▶ [EXERCISE OBJECTIVE]
Whatever pictures appear, omit them, and repeat the data below exactly.

[Stored data entries]

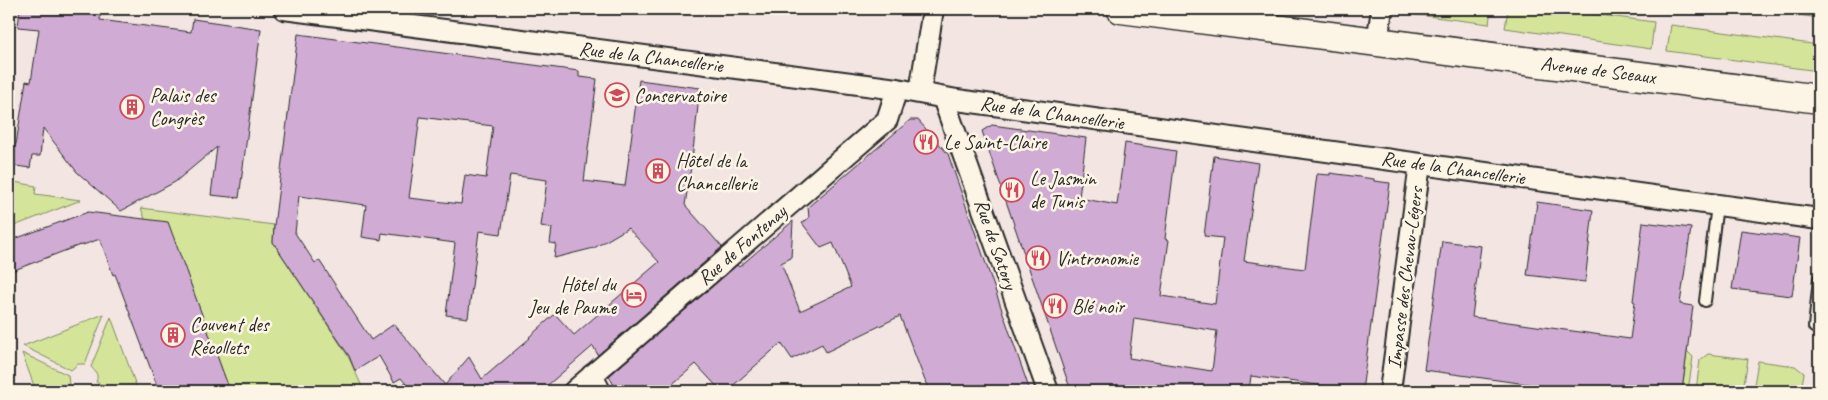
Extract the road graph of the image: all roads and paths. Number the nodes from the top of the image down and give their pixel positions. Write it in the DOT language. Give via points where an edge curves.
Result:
graph roads {
  1 [pos="284,9"];
  2 [pos="933,9"];
  3 [pos="1121,9"];
  4 [pos="1382,9"];
  5 [pos="1376,42"];
  6 [pos="897,89"];
  7 [pos="920,92"];
  8 [pos="943,98"];
  9 [pos="1819,99"];
  10 [pos="1420,164"];
  11 [pos="1717,205"];
  12 [pos="1819,219"];
  13 [pos="1819,279"];
  14 [pos="1705,301"];
  15 [pos="1814,327"];
  16 [pos="596,383"];
  17 [pos="574,391"];
  18 [pos="1048,391"];
  19 [pos="1390,391"];
  1 -- 6 [label="street, Rue de la Chancellerie"];
  2 -- 7 [label="street"];
  3 -- 5 [label="street, Avenue de Sceaux"];
  4 -- 5 [label="street"];
  5 -- 9 [label="street, Avenue de Sceaux"];
  6 -- 7 [label="street, Rue de la Chancellerie"];
  6 -- 16 [label="street, Rue de Fontenay" via="887,120"];
  7 -- 8 [label="street, Rue de la Chancellerie"];
  8 -- 10 [label="street, Rue de la Chancellerie"];
  8 -- 18 [label="street, Rue de Satory"];
  10 -- 11 [label="street, Rue de la Chancellerie"];
  10 -- 19 [label="street, Impasse des Chevau-Légers"];
  11 -- 12 [label="street, Rue de la Chancellerie"];
  11 -- 14 [label="lane"];
  13 -- 15 [label="lane"];
  16 -- 17 [label="street, Rue de Fontenay"];
}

▶ [SOLUTION]
Extract the road graph of the image: all roads and paths. Number the nodes from the top of the image down and give their pixel positions. Write it in the DOT language. Give via points where an edge curves.
Result:
graph roads {
  1 [pos="284,9"];
  2 [pos="933,9"];
  3 [pos="1121,9"];
  4 [pos="1382,9"];
  5 [pos="1376,42"];
  6 [pos="897,89"];
  7 [pos="920,92"];
  8 [pos="943,98"];
  9 [pos="1819,99"];
  10 [pos="1420,164"];
  11 [pos="1717,205"];
  12 [pos="1819,219"];
  13 [pos="1819,279"];
  14 [pos="1705,301"];
  15 [pos="1814,327"];
  16 [pos="596,383"];
  17 [pos="574,391"];
  18 [pos="1048,391"];
  19 [pos="1390,391"];
  1 -- 6 [label="street, Rue de la Chancellerie"];
  2 -- 7 [label="street"];
  3 -- 5 [label="street, Avenue de Sceaux"];
  4 -- 5 [label="street"];
  5 -- 9 [label="street, Avenue de Sceaux"];
  6 -- 7 [label="street, Rue de la Chancellerie"];
  6 -- 16 [label="street, Rue de Fontenay" via="887,120"];
  7 -- 8 [label="street, Rue de la Chancellerie"];
  8 -- 10 [label="street, Rue de la Chancellerie"];
  8 -- 18 [label="street, Rue de Satory"];
  10 -- 11 [label="street, Rue de la Chancellerie"];
  10 -- 19 [label="street, Impasse des Chevau-Légers"];
  11 -- 12 [label="street, Rue de la Chancellerie"];
  11 -- 14 [label="lane"];
  13 -- 15 [label="lane"];
  16 -- 17 [label="street, Rue de Fontenay"];
}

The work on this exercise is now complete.